Nibbles: Women, Old Crops, New Crops, Forests, Pavlovsk

Climate change weirdness

Catching up is easy when other people too have been taking things easy. I missed this account of the possibly misplaced importance of maize in African life when it first appeared at the Climate Change Media Partnership in the wake of the Cancun meeting, but luckily a scraper site only got around to it yesterday. What is so interesting about this insistence that maize be Africa’s main staple is how ahistorical it is. Corn and Capitalism, Arturo Warman’s wonderful social history of maize, teases out the many factors that made maize Africa’s darling, often in the space of a couple of generations or less.
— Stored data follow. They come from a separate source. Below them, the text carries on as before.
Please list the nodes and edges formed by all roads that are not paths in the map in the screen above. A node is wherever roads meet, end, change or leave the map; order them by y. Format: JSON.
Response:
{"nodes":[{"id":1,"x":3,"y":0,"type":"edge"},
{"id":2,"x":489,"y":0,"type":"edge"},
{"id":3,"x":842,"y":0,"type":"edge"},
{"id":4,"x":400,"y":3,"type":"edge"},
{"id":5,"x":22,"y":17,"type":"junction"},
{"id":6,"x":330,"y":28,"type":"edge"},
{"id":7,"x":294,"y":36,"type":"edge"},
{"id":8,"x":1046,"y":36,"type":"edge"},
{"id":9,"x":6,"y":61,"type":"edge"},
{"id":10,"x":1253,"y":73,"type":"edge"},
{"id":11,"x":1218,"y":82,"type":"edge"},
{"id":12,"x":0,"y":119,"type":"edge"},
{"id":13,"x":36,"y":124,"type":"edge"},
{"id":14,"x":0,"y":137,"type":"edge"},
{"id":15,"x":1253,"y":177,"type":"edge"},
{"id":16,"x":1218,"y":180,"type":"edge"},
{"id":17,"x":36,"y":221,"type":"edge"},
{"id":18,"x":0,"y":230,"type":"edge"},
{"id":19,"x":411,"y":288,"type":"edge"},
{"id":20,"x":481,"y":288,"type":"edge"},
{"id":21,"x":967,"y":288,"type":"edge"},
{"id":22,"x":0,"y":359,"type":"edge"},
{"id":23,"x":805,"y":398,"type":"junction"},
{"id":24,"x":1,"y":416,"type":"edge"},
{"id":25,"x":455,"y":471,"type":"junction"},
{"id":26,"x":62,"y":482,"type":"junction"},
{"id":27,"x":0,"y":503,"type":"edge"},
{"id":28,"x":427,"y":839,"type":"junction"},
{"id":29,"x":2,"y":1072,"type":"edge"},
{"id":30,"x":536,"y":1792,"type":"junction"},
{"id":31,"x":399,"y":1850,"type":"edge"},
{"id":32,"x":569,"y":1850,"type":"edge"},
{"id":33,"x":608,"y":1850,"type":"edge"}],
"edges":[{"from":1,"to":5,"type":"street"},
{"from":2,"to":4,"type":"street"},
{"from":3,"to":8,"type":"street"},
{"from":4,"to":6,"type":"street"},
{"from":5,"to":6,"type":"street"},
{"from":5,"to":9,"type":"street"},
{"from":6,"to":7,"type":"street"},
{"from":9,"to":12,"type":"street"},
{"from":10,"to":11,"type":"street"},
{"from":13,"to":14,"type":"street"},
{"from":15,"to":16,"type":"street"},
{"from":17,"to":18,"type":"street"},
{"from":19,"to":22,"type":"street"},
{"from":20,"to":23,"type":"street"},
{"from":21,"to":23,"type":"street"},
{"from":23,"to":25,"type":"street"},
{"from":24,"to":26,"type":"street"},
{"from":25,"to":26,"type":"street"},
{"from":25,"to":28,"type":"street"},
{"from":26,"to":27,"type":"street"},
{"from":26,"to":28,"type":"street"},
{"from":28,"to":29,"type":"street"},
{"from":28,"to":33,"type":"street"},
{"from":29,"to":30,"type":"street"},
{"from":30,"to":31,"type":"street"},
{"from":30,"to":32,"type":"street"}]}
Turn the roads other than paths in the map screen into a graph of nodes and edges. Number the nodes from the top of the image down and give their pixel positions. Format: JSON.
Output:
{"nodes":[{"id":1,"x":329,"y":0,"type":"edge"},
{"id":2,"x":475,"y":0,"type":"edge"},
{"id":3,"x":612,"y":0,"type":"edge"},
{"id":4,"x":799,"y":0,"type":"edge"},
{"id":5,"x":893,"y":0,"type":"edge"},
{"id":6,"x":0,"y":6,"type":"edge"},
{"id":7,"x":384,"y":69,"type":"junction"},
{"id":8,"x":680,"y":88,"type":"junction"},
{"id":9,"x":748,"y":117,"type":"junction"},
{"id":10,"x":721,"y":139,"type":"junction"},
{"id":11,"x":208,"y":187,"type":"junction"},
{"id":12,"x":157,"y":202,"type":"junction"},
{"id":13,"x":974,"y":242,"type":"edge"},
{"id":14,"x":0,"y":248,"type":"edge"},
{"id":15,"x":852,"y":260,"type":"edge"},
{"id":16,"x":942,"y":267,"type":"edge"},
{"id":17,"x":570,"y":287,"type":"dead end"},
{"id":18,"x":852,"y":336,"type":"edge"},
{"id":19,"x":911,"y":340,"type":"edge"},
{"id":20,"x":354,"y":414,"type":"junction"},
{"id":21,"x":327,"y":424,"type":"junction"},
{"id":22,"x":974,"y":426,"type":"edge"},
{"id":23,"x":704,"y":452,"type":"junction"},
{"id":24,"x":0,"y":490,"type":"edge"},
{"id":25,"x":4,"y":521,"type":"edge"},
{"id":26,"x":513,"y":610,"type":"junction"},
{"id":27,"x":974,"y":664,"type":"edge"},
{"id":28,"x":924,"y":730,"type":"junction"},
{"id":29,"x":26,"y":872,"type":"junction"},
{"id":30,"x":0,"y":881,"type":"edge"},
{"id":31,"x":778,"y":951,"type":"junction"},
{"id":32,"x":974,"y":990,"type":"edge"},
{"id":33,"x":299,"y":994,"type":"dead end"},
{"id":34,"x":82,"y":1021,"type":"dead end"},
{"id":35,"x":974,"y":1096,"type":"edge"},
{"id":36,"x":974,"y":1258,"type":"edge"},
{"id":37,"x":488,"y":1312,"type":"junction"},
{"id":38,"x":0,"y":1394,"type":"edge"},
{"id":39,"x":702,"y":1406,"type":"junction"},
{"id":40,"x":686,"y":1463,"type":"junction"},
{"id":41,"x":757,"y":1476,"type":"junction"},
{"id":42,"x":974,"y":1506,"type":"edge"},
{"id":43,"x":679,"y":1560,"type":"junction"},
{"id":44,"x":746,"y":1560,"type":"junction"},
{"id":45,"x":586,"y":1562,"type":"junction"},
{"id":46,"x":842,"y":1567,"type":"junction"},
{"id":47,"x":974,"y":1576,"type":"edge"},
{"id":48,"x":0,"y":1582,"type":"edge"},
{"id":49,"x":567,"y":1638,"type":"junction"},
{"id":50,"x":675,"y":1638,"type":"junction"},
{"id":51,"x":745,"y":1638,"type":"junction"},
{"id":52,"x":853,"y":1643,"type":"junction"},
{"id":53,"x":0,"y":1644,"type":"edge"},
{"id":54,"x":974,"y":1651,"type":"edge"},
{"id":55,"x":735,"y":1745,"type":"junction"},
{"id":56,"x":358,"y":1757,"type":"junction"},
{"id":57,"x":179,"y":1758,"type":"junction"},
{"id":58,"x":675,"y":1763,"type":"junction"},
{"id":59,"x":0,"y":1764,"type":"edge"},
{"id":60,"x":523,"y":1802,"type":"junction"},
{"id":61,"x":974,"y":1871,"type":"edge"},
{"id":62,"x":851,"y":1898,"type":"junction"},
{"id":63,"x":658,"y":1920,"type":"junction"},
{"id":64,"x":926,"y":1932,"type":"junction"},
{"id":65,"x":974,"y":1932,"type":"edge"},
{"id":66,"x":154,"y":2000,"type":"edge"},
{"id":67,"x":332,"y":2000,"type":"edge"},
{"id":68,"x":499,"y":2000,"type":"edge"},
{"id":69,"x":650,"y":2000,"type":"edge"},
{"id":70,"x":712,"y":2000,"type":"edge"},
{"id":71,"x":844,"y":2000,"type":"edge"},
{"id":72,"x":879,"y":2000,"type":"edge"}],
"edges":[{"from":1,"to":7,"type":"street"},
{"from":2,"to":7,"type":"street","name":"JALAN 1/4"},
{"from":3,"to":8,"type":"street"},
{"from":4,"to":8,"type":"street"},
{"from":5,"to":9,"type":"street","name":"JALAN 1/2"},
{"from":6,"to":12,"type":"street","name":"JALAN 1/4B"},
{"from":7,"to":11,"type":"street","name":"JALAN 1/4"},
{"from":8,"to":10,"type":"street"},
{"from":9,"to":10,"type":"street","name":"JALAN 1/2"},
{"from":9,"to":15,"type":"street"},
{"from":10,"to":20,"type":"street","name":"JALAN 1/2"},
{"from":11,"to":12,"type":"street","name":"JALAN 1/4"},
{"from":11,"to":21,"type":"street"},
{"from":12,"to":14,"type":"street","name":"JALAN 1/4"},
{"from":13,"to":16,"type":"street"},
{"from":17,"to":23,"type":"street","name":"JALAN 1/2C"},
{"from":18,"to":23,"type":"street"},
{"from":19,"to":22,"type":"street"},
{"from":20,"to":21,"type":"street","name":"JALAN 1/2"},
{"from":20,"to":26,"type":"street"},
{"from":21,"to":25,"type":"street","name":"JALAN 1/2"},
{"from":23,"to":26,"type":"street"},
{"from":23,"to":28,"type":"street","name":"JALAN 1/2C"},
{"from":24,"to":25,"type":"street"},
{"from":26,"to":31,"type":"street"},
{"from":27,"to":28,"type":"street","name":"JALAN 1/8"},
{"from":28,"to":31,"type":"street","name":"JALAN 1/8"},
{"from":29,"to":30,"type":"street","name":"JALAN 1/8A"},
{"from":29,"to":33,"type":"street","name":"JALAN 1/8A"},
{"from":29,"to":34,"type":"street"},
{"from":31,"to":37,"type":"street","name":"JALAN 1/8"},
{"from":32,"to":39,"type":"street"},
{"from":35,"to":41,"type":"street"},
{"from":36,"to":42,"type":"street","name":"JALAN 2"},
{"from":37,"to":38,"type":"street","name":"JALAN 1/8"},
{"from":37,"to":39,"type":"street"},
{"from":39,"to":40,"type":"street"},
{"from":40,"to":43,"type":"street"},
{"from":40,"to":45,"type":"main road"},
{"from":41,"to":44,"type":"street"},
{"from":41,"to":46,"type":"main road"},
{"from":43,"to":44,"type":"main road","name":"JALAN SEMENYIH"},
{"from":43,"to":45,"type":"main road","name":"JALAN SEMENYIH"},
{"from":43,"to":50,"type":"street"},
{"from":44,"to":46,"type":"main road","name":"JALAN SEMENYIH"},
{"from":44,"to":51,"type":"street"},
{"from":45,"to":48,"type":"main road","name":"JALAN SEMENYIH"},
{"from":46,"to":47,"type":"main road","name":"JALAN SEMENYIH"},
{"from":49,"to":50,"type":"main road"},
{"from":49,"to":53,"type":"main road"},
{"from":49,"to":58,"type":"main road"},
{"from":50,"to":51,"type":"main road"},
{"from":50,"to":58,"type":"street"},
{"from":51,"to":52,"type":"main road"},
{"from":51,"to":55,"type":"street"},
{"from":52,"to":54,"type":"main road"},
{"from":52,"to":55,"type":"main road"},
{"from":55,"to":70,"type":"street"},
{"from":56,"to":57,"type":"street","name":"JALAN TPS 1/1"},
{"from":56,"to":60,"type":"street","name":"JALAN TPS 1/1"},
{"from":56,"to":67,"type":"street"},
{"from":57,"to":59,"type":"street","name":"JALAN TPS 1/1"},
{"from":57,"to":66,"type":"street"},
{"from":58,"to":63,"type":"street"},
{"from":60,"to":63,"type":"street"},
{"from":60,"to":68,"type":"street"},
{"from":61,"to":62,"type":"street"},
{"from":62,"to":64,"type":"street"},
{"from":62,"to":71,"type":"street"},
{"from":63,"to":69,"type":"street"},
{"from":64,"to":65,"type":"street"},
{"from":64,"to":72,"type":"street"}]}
But as Mclay Kanyangarara, climate change advisor for the Common Market for Eastern and Southern Africa, apparently told the side event at Cancun:

“[W]e have always had an option. … Maize is an introduced crop and the small grains have always been our traditional indigenous crops, which are better suited to our climate.”

Why, then, is it proving so hard to break maize’s stranglehold, a scant 500 years later?

And in other climate-change news, a cold winter comes as something of a surprise to the globe-trotting locavore in Guatemala. And another missed post that lives again thanks to a scraper offers first hand experience of climate change in Ethiopia.

“I remember misty mornings, with the sky full of clouds. Even ten years ago there would be regular rainfall six months of the year. This year we had only two and a half. We’ve had to reduce what we grow. No more peppers or vegetables – now it’s just the basics like corn and sorghum.”

Corn, again! The post goes on anecdotally to distinguish past weather patterns — an occasional bad year among the good — from today’s unremittingly bad years. It also talks a bit about how farmers are trying to diversify, for example by growing grass pea (Lathyrus sativus) instead of normal peas (Pisum sativum), noting that grass pea can cause paralysis.

“It’s a big worry for me,” says Lekea, a 50-year-old mother of nine children. “But the alternative is for us to go hungry.”

Another alternative would be for Lekea and other farmers in the area to trial some of the low-neurotoxin Lathyrus varieties that have been under development at ICARDA and elsewhere since the late 1990s. Maybe someone suggested that at the big “climate hearing” that Lekea was scheduled to address. Or maybe nobody in Ethiopia — including Oxfam’s blogger — knew anything about these varieties. That seems unlikely, given that Ethiopia has the varieties, which continue to be improved. So what’s the story?

There always are alternatives. Even to maize.